Posted on Apr 2, 2020 in Evolution, Science

The Broken Hill skull, discovered in 1921 by miners in Zambia, is one of the best-preserved fossils of the early human species Homo heidelbergensis, who roamed Southern Africa. The fossil is estimated to be about 300,000 years old, according to Australia’s Griffith University scientists, who led an international team to date the skull of an early human found in Africa, potentially upending human evolution knowledge with their discovery.

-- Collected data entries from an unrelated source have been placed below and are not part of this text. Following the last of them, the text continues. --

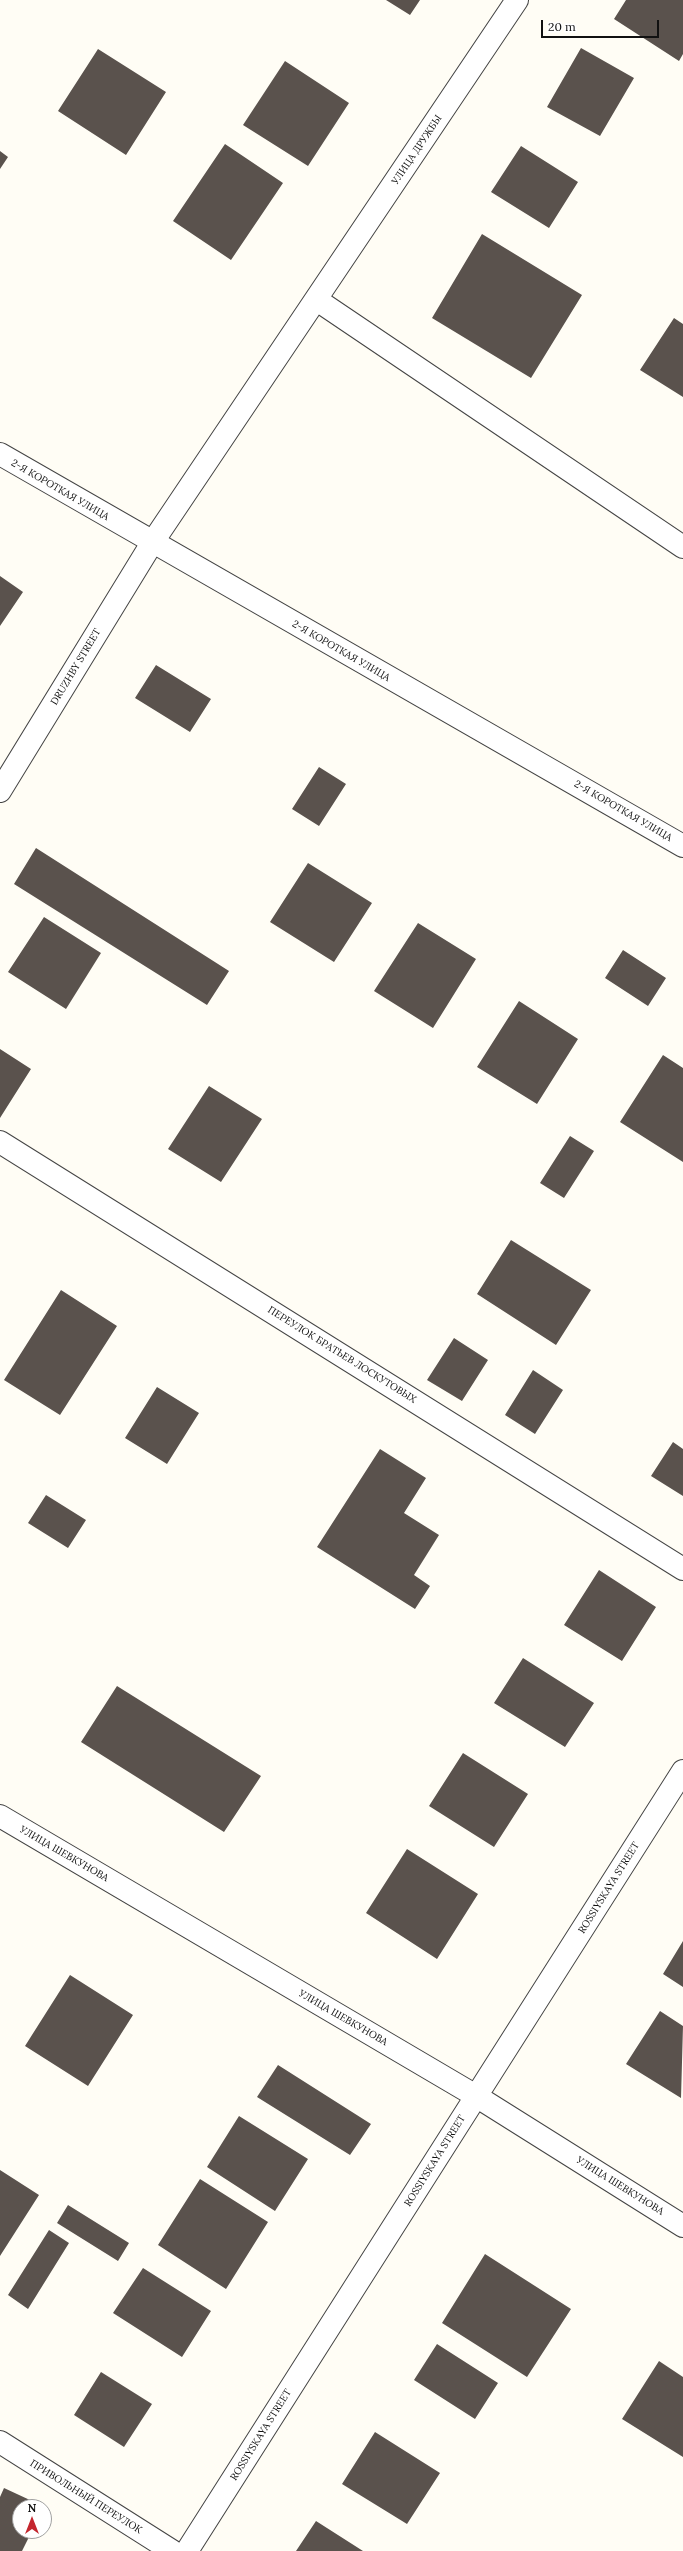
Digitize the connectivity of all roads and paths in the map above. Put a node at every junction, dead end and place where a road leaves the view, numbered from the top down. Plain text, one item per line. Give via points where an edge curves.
1 (517, 0) edge
2 (317, 300) junction
3 (0, 454) edge
4 (152, 543) junction
5 (683, 547) edge
6 (0, 791) edge
7 (683, 846) edge
8 (0, 1142) edge
9 (683, 1569) edge
10 (683, 1771) edge
11 (0, 1816) edge
12 (476, 2096) junction
13 (683, 2226) edge
14 (0, 2442) edge
15 (172, 2551) edge
16 (187, 2551) edge

1 - 2 street, УЛИЦА ДРУЖБЫ
2 - 4 street, УЛИЦА ДРУЖБЫ
2 - 5 street
3 - 4 street, 2-Я КОРОТКАЯ УЛИЦА
4 - 6 street, DRUZHBY STREET
4 - 7 street, 2-Я КОРОТКАЯ УЛИЦА
8 - 9 street, ПЕРЕУЛОК БРАТЬЕВ ЛОСКУТОВЫХ
10 - 12 street, ROSSIYSKAYA STREET
11 - 12 street, УЛИЦА ШЕВКУНОВА
12 - 13 street, УЛИЦА ШЕВКУНОВА
12 - 16 street, ROSSIYSKAYA STREET
14 - 15 street, ПРИВОЛЬНЫЙ ПЕРЕУЛОК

The research also suggests that human evolution in Africa around 300,000 years ago was a much more complex process, with the co-existence of different human lineages. “Previously, the Broken Hill skull was viewed as part of a gradual and widespread evolutionary sequence in Africa from archaic humans to modern humans,” said Chris Stringer, curator at the Natural History Museum in London. ” But now it looks like the primitive species Homo naledi survived in southern Africa, H. heidelbergensis was in Central Africa, and early forms of our species existed in regions like Morocco and Ethiopia.”

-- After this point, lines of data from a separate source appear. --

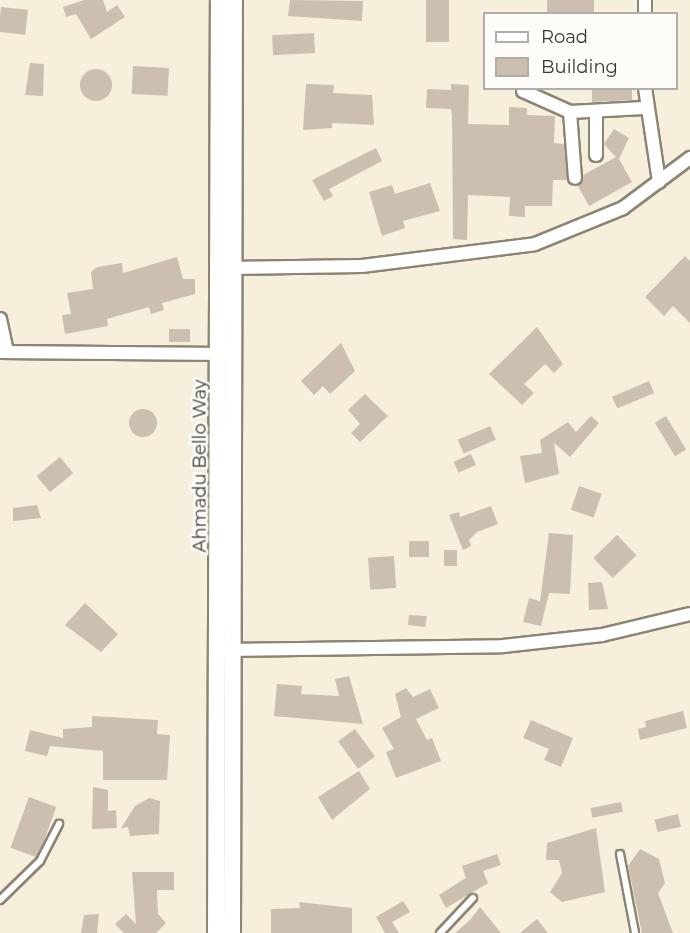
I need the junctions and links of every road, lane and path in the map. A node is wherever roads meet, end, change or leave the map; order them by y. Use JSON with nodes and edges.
{"nodes":[{"id":1,"x":219,"y":0,"type":"edge"},
{"id":2,"x":234,"y":0,"type":"edge"},
{"id":3,"x":645,"y":90,"type":"edge"},
{"id":4,"x":523,"y":91,"type":"dead end"},
{"id":5,"x":644,"y":108,"type":"junction"},
{"id":6,"x":596,"y":111,"type":"junction"},
{"id":7,"x":570,"y":112,"type":"junction"},
{"id":8,"x":596,"y":155,"type":"dead end"},
{"id":9,"x":690,"y":158,"type":"edge"},
{"id":10,"x":575,"y":178,"type":"dead end"},
{"id":11,"x":659,"y":182,"type":"junction"},
{"id":12,"x":229,"y":268,"type":"junction"},
{"id":13,"x":0,"y":319,"type":"edge"},
{"id":14,"x":4,"y":351,"type":"edge"},
{"id":15,"x":228,"y":354,"type":"junction"},
{"id":16,"x":690,"y":614,"type":"edge"},
{"id":17,"x":226,"y":650,"type":"junction"},
{"id":18,"x":225,"y":752,"type":"junction"},
{"id":19,"x":59,"y":824,"type":"dead end"},
{"id":20,"x":620,"y":854,"type":"dead end"},
{"id":21,"x":473,"y":898,"type":"dead end"},
{"id":22,"x":0,"y":900,"type":"edge"},
{"id":23,"x":216,"y":933,"type":"edge"},
{"id":24,"x":232,"y":933,"type":"edge"},
{"id":25,"x":440,"y":933,"type":"edge"},
{"id":26,"x":635,"y":933,"type":"edge"}],
"edges":[{"from":1,"to":12,"type":"main road","name":"Ahmadu Bello Way"},
{"from":2,"to":12,"type":"main road","name":"Ahmadu Bello Way"},
{"from":3,"to":5,"type":"street"},
{"from":4,"to":7,"type":"street"},
{"from":5,"to":6,"type":"street"},
{"from":5,"to":11,"type":"street"},
{"from":6,"to":7,"type":"street"},
{"from":6,"to":8,"type":"street"},
{"from":7,"to":10,"type":"street"},
{"from":9,"to":11,"type":"street"},
{"from":11,"to":12,"type":"street"},
{"from":12,"to":15,"type":"main road","name":"Ahmadu Bello Way"},
{"from":13,"to":14,"type":"street"},
{"from":14,"to":15,"type":"street"},
{"from":15,"to":17,"type":"main road","name":"Ahmadu Bello Way"},
{"from":16,"to":17,"type":"street"},
{"from":17,"to":18,"type":"main road","name":"Ahmadu Bello Way"},
{"from":18,"to":23,"type":"main road","name":"Ahmadu Bello Way"},
{"from":18,"to":24,"type":"main road","name":"Ahmadu Bello Way"},
{"from":19,"to":22,"type":"lane"},
{"from":20,"to":26,"type":"lane"},
{"from":21,"to":25,"type":"lane"}]}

“We can now identify at least three distinct and contemporary [Homo] lineages in Africa about 300,000 years ago, but we don’t yet know whether our ancestry was largely or entirely contained within the H. sapiens part of that variation,” says paleoanthropologist and study coauthor Stringer.

Underscoring the complexity of human evolution, in 2017, geologists demonstrated that another hominid species, Homo naledi, existed in southern Africa between 236,000 and 335,000 years ago. This was potentially the same time that modern humans first emerged in Africa, which created is a puzzle to scientists, who long held that there was only one species in Africa at this late time period – Homo sapiens. How did this species exist alongside others with brains three times its size?

The discovery of Homo naledi by Professor Lee Berger of Wits University and his team at the Rising Star caves in the Cradle of Human Kind in 2013 was one of the largest hominin discoveries ever made and hailed as one of the most significant hominid discoveries of the 21st Century.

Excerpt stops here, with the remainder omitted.